Sharaa also mentioned that in July a Syria-Israel deal had been “four to five days” away, but the outbreak of violence in Sweida had derailed it.

The US was deeply involved in the agreement known as the Sweida roadmap, publicly announced on September 16 in Damascus. The negotiations leading to it were one reason for delaying the broader Israel-Syria security pact that was on the table at the time. Now the US is playing a mediating role in the current round of Syria-Israel security discussions.  

These on-going Syria–Israel contacts embody real potential to reduce the risk of a wider regional war.  They can clarify rules of engagement in southern Syria, and establish channels for crisis management. Even a modest security arrangement could create a platform for more substantive diplomacy over time. The problem is that they are fragile, and could easily crumble.

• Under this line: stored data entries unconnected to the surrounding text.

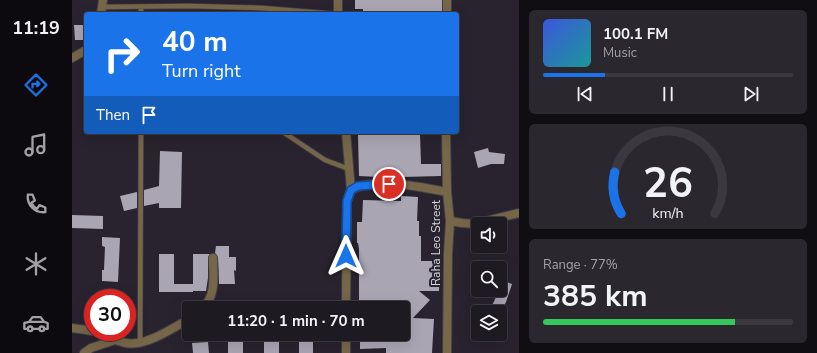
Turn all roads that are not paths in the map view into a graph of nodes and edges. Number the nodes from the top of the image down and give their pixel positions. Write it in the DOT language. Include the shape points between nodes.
graph roads {
  1 [pos="338,0"];
  2 [pos="447,0"];
  3 [pos="102,7"];
  4 [pos="141,7"];
  5 [pos="141,12"];
  6 [pos="311,12"];
  7 [pos="338,12"];
  8 [pos="447,12"];
  9 [pos="84,52"];
  10 [pos="72,58"];
  11 [pos="142,134"];
  12 [pos="286,134"];
  13 [pos="346,134"];
  14 [pos="446,134"];
  15 [pos="349,170"];
  16 [pos="351,190"];
  17 [pos="447,192"];
  18 [pos="519,213"];
  19 [pos="450,221"];
  20 [pos="213,258"];
  21 [pos="210,301"];
  22 [pos="346,301"];
  23 [pos="182,323"];
  24 [pos="72,328"];
  25 [pos="84,330"];
  26 [pos="112,341"];
  27 [pos="119,341"];
  28 [pos="346,341"];
  29 [pos="140,343"];
  30 [pos="84,353"];
  31 [pos="346,353"];
  32 [pos="448,353"];
  1 -- 7 [label="street"];
  2 -- 8 [label="street"];
  3 -- 4 [label="lane"];
  4 -- 5 [label="lane"];
  4 -- 6 [label="lane" via="262,8"];
  9 -- 10 [label="street"];
  11 -- 29 [label="lane"];
  12 -- 15 [label="lane" via="325,160"];
  13 -- 15 [label="street"];
  14 -- 17 [label="street, Raha Leo Street"];
  15 -- 16 [label="street"];
  16 -- 17 [label="street" via="358,186 374,184 404,184"];
  16 -- 22 [label="street" via="347,201"];
  17 -- 19 [label="street, Raha Leo Street"];
  18 -- 19 [label="street" via="474,224"];
  19 -- 32 [label="street, Raha Leo Street"];
  20 -- 21 [label="street"];
  23 -- 29 [label="street"];
  24 -- 25 [label="street"];
  26 -- 30 [label="street"];
  27 -- 29 [label="street"];
  28 -- 31 [label="street"];
}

By contrast, the Lebanon–Israel talks build on more substantial foundations.  Both parties seek to bring Hezbollah under control. There is, moreover, the recent precedent of successful, US‑mediated technical bargaining over maritime boundaries.  They focus on a clearly defined, border‑and‑security agenda that officials on both sides see as “solvable”.

In fact, the two tracks are linked.  Tangible progress in the forthcoming Lebanon-Israel talks could provide the cooperative atmosphere necessary for Syrian-Israeli negotiations to succeed. Suddenly a glimmer of hope for a restoration of peace along Israel’s northern borders is appearing.  It needs to be fostered assiduously.